Troy, let me tell you. That is how I even found out about the brother (Kam Williams), through trying to find something about this film written by someone, anyone on this earth who just did not believe da hype. I seemed to be the only one who thought that the documentary was false/falsified. Even the person who showed the film seemed highly offended by my questioning the film's authenticity said that she had a high sense of professional integrity and would not have shown it had it not been real. Well... The reality is that professional integrity and critical thinking skills are not synonymous. There's that same information abundance-good sense deficit we were just talking about. lol

I'll just give a few things that really stood out to me about the film (though there are MANY).

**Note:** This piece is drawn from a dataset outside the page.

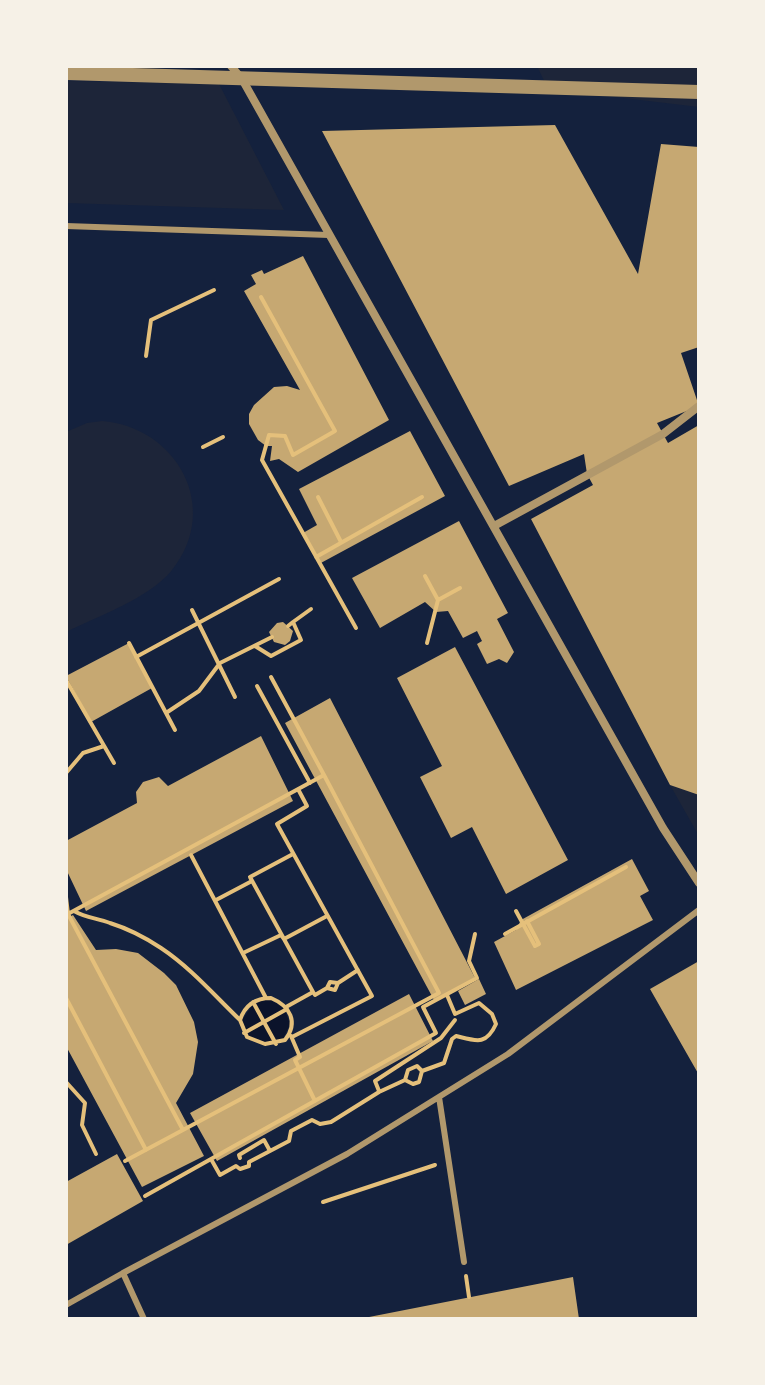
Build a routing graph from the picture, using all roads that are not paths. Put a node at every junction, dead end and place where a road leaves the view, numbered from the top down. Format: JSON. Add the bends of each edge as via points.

The very first thing that stood out to me is that the little boy, Richard Keyser has what sounds like a British-influenced accent...However, in the film, neither of his "parents" had anything even remotely close to that accent. Now I can see a parent having that accent yet not the child, but when the child has it yet not the parent, hmm... What stood out more than anything, however, was that here are young black boys who are already alienated enough in America. There is a severe shortage of positive black (especially male) guidance in their environment... They are taken wayyyy to Kenya to, in the MIDST of the abundance of Kenya's blackness, be saved by a white headmaster, a white principal, white teachers, white counselors and such. Except for in passing, you don't really see the kids interacting with Kenyans and the most black faces that you see at one time is either for church on Sunday or during a dance.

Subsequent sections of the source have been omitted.